I agree. There should be a way to model this explicitly. Raised GRADLE-2911.
I am not able to get sources for my Ivy dependencies in Eclipse, which greatly diminishes the value of using Gradle to manage the project. Any guess on when this issue will this be addressed?
I think it should already work with recent Gradle versions (e.g. 1.12). If not, please explain your setup in detail.
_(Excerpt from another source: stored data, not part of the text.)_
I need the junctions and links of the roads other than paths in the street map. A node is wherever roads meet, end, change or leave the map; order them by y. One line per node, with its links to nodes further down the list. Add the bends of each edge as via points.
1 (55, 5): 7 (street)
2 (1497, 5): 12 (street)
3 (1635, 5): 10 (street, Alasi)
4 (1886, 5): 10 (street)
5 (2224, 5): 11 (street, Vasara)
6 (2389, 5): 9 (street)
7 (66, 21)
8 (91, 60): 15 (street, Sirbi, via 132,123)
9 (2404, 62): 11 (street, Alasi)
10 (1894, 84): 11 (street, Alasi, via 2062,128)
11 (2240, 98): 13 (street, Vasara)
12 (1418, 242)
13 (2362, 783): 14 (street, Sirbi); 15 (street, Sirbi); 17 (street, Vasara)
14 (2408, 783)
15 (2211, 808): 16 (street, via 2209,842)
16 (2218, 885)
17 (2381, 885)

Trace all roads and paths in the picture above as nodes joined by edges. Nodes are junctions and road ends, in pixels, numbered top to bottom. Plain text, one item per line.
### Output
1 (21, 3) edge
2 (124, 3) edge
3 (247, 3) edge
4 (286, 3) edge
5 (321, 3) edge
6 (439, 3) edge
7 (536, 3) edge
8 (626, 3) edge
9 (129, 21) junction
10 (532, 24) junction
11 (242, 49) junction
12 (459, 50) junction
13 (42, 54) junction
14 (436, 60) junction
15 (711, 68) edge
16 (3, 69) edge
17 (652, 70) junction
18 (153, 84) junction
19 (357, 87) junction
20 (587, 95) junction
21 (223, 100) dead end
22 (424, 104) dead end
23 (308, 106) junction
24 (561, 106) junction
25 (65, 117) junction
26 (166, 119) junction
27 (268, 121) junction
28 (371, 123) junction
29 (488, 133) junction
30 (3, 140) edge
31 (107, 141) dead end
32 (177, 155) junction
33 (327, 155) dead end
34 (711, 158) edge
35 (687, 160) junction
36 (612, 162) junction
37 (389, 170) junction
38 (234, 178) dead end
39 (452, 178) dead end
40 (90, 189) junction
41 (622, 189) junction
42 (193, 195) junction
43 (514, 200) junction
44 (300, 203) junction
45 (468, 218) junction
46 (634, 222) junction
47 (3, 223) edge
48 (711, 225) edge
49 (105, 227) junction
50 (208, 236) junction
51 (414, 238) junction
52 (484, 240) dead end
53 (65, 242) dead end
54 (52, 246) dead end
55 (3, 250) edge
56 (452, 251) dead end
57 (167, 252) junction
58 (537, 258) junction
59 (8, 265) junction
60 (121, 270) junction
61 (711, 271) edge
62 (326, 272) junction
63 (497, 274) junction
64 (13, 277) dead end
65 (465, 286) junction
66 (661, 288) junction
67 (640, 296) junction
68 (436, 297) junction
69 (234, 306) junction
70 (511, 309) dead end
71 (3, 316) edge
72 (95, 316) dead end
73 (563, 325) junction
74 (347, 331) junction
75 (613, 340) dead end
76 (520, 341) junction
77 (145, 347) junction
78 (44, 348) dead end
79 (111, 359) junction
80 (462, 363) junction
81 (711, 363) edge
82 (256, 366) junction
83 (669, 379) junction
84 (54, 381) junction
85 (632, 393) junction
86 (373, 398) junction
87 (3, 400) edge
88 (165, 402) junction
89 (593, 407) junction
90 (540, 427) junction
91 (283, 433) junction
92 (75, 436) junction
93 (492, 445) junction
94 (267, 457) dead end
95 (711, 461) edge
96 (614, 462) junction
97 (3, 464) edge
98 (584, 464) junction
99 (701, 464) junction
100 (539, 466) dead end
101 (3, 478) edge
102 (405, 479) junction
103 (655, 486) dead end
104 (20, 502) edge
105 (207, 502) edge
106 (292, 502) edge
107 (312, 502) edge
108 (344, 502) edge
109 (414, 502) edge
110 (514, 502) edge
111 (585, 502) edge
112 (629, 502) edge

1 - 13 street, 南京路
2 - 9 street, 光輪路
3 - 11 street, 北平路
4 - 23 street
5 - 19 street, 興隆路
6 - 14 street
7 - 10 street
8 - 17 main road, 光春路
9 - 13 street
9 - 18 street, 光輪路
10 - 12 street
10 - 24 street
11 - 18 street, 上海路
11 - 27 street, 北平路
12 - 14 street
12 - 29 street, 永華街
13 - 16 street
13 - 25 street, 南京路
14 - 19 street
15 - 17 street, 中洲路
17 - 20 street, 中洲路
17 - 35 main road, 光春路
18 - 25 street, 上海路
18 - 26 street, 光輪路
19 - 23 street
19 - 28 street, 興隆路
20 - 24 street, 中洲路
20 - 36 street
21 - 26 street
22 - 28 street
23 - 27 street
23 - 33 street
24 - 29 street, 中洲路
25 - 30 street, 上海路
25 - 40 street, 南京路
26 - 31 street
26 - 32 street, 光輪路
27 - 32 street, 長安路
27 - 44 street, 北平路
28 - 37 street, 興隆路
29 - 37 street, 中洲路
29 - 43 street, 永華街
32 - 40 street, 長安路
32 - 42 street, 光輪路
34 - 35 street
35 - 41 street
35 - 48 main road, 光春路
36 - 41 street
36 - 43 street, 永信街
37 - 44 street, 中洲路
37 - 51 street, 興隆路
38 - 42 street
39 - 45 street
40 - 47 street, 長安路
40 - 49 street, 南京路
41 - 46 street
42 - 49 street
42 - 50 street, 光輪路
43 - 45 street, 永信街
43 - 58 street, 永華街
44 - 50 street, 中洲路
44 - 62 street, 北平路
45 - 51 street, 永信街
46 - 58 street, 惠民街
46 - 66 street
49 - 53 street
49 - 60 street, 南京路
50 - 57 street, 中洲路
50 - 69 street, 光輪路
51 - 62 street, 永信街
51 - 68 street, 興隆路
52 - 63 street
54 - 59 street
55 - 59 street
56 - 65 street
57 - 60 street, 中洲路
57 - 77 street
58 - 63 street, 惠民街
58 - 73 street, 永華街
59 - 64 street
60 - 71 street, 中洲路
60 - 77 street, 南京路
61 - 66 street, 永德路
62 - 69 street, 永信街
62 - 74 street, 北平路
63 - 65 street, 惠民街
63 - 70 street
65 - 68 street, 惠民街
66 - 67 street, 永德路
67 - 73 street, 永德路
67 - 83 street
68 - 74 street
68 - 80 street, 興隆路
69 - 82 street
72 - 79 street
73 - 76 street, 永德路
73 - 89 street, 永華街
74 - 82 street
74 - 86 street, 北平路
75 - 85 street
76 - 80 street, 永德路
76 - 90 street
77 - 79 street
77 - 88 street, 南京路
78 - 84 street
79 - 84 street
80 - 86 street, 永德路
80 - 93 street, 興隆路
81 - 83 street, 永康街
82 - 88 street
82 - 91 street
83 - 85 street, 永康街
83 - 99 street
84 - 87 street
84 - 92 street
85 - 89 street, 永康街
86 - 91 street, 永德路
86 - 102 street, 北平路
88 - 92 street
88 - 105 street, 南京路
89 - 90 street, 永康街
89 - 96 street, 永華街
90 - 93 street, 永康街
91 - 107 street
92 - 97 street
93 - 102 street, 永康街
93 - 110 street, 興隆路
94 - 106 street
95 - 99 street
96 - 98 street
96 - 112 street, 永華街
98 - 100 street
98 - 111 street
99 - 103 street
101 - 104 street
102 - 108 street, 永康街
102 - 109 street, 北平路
// List the repositories we use for dependencies
repositories {
// Include project JARs
flatDir { dirs 'lib', 'libs' }
mavenCentral()
}
// List all Java-library dependencies
dependencies {
compile group: 'org.apache', name:'commons-math', version: '2.2'
compile group: 'com.google.common', name:'guava', version: '17.0'
testCompile group: 'junit', name:'junit', version: '4.11'
}
What’s that? I don’t see an Ivy repository here.
Sorry, it’s a private Ivy repository. Not sure if I’m allowed to give the URL. Also, we use a proxy to access it.
It’s OK if you show everything but the URL. Also, I’d need to know the names/paths of your Javadoc/sources artifacts (compared to the main artifacts), and if/how you represent them in the ivy.xml. If you follow the maven conventions (e.g. ‘foo.jar’, ‘foo-sources.jar’, ‘foo-javadoc.jar’, I think it should work out-of-the-box with recent Gradle versions. Last but not least, I’d need to know how you are integrating with Eclipse.
Thank you very much for helping me through this. Here is what I have (that is pertinent to this discussion), minus the actual URLs. I have no ivy.xml file. I had thought it would not be needed, since I’m using Gradle.
// Proxy configuration
System.properties['http.proxyHost'] = '...'
System.properties['http.proxyPort'] = '...'
// List the repositories we use for dependencies
repositories {
// Include project JARs
flatDir { dirs 'lib', 'libs' }
mavenCentral()
ivy {
name 'our-ivy-repo'
url '<our-ivy-repo>' // URL to our Ivy repository
credentials { .. }
layout 'pattern', { artifact '[organisation]/[module]/[revision]/[type]s/[artifact].[ext]' }
}
}
// List all Java-library dependencies
dependencies {
compile group: 'blah.foo.gee', name:'gee-common', version: '1.2.22'
}
You need to check which artifacts your Ivy repository contains for the ‘gee-common:1.2.22’ module. You should find at least an ivy.xml, main Jar, javadoc Jar, and sources Jar. Otherwise, there will be no way for Gradle to resolve these Jars. The next question to answer is whether and how the ivy.xml mentions the javadoc and sources Jars, and what the repository paths of these Jars is relative to the main Jar. The next question to answer is how exactly you are integrating with Eclipse.
This is what we have in the Ivy repository for the module I’m requesting: ivy.xml jars/ javadocs/ sources/
This doesn’t answer my questions.
Sorry, I will when I have a chance, thanks!
By the way, I’m just using the Gradle Eclipse plugin to generate the Eclipse project files.